------ Records for processing ------

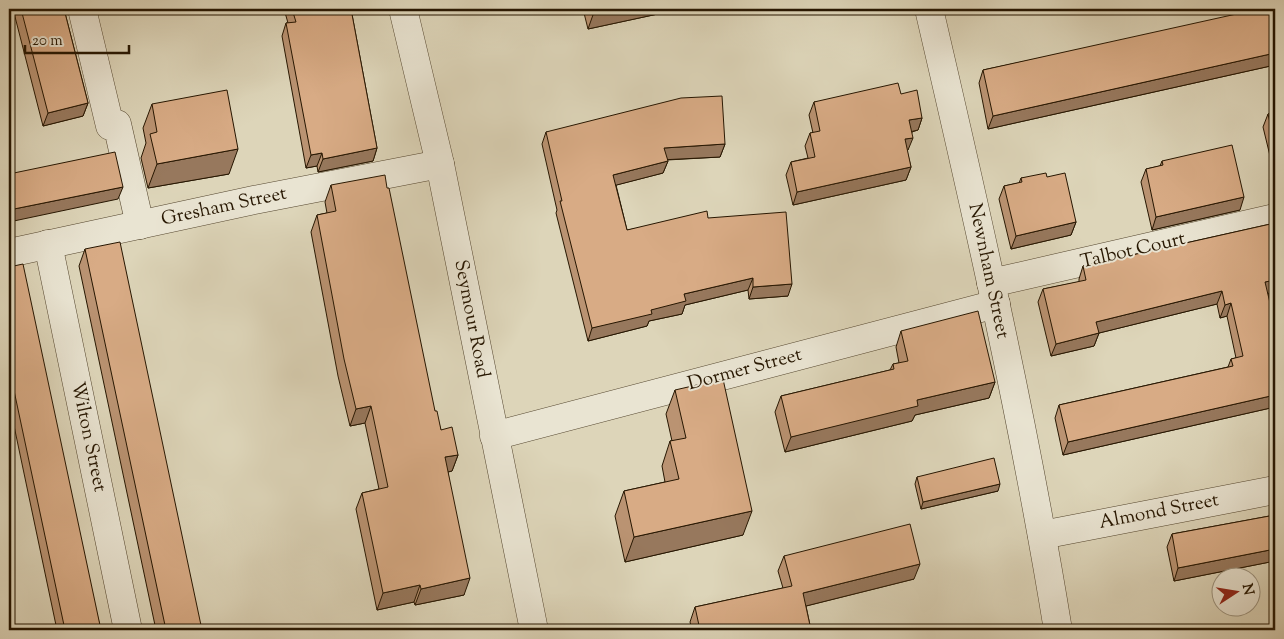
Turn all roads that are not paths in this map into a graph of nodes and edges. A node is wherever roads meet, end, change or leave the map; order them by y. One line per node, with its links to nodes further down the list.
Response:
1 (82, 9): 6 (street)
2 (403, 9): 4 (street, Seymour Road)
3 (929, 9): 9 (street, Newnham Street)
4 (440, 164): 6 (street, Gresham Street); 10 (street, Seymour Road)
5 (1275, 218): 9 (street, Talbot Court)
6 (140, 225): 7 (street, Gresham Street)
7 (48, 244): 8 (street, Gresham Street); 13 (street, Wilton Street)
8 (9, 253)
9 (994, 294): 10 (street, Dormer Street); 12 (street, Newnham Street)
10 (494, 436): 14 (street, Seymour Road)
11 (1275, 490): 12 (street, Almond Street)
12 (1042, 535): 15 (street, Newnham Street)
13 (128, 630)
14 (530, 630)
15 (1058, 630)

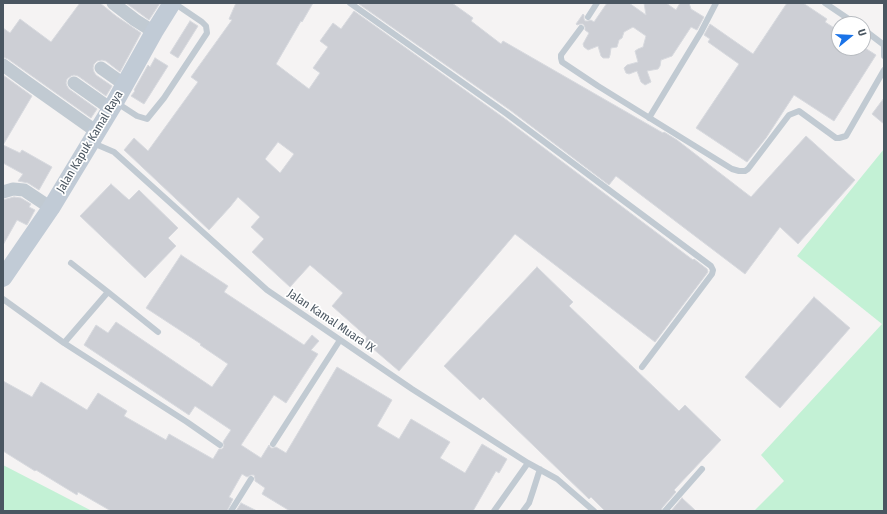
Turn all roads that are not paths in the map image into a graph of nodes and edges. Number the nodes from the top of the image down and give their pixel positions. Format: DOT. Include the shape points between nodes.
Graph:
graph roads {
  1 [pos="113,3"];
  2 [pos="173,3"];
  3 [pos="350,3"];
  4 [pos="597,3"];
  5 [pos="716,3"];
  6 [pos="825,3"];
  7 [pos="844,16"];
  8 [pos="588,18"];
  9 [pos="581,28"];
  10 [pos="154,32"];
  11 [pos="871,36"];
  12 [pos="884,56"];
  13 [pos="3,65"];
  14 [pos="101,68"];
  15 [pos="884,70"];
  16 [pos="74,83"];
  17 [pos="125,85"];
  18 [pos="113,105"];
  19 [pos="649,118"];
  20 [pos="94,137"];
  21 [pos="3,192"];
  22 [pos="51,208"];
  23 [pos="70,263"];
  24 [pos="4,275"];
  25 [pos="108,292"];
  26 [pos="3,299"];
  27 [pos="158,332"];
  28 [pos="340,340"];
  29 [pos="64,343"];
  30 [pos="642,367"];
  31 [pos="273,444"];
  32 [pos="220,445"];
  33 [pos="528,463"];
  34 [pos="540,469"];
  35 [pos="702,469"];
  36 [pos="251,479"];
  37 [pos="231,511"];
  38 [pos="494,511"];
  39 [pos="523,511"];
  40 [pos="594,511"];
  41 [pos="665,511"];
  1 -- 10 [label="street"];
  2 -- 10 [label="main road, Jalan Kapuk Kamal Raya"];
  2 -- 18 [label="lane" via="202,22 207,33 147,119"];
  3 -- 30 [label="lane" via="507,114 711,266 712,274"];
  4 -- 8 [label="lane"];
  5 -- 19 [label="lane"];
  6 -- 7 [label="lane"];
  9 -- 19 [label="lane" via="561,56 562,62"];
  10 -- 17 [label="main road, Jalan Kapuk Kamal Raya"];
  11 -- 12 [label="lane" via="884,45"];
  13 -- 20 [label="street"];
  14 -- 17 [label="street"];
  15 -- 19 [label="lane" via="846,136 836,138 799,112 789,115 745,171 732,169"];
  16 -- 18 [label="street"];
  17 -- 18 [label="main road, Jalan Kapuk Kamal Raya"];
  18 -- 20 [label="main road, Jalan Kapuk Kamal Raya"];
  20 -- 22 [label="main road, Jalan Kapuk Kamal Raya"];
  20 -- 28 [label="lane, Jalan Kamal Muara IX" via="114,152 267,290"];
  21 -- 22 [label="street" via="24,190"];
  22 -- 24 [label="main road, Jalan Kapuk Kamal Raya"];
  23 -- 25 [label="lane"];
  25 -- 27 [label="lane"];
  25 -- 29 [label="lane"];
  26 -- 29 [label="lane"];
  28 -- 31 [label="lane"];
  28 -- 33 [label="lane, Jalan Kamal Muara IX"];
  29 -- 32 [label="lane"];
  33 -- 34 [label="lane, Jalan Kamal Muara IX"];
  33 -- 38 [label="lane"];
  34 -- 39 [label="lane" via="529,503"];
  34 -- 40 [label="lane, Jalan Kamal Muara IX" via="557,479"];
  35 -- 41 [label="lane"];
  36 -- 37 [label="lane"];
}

------

• **Aim of the task**
Count the lines above that include the string "paths". Write only the number.

• **The answer**
2